### YOUR ASSIGNMENT
When you have gone through the records, report how many lines include "Aurora", giving the number and nothing more.

** Opening DATA TO USE block **

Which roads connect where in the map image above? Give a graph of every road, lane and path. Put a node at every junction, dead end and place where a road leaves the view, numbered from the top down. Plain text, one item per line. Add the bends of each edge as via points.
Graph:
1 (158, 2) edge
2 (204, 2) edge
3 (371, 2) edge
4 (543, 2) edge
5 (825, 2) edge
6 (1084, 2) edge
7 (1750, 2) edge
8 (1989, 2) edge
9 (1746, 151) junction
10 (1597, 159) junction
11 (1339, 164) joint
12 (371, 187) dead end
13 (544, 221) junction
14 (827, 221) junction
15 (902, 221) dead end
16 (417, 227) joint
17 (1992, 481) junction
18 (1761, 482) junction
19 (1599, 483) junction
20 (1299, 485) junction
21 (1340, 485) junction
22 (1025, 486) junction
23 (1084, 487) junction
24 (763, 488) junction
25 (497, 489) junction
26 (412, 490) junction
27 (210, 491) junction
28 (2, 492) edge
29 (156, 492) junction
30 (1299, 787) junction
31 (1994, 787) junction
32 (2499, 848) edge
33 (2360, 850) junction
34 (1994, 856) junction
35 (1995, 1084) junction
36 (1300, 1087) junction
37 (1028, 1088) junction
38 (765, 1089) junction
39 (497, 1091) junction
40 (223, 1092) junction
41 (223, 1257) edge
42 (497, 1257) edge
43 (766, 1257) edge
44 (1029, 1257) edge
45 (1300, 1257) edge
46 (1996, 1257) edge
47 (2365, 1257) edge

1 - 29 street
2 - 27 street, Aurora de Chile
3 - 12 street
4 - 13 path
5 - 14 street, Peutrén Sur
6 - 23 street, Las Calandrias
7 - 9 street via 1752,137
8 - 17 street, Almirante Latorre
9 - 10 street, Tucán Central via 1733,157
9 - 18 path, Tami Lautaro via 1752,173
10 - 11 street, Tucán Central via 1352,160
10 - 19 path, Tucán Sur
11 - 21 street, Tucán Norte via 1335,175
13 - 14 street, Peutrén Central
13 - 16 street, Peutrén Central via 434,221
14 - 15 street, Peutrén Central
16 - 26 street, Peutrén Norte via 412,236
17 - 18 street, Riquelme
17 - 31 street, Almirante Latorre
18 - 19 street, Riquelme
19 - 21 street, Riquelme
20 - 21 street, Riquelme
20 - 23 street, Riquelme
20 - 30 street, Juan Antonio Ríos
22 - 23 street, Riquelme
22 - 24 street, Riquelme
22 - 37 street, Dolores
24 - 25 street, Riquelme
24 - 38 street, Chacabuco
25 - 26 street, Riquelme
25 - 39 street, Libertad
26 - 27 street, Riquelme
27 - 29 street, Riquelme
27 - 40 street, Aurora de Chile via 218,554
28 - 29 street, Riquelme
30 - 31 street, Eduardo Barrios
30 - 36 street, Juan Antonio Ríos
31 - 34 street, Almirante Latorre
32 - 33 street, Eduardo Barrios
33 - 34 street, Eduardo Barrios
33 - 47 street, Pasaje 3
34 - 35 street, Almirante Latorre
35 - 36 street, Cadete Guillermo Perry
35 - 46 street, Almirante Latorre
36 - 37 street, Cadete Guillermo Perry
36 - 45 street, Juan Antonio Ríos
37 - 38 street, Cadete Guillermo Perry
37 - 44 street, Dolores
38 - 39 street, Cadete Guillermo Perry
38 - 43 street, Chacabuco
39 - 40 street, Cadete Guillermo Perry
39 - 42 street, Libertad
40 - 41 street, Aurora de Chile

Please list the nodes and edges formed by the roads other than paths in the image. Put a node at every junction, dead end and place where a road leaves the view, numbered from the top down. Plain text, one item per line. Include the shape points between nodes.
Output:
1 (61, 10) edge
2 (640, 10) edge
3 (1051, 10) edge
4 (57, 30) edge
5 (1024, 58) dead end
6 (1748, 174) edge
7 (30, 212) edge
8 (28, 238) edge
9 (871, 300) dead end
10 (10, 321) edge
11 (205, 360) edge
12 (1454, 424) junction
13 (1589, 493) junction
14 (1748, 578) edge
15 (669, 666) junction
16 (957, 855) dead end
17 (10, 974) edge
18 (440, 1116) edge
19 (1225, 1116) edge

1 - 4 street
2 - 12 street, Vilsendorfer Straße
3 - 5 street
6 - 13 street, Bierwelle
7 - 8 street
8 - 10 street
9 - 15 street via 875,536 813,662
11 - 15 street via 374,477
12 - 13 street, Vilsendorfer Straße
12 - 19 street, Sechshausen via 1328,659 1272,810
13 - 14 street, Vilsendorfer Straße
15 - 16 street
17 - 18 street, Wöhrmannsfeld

** Closing DATA TO USE block **

### WRITTEN SOLUTION
3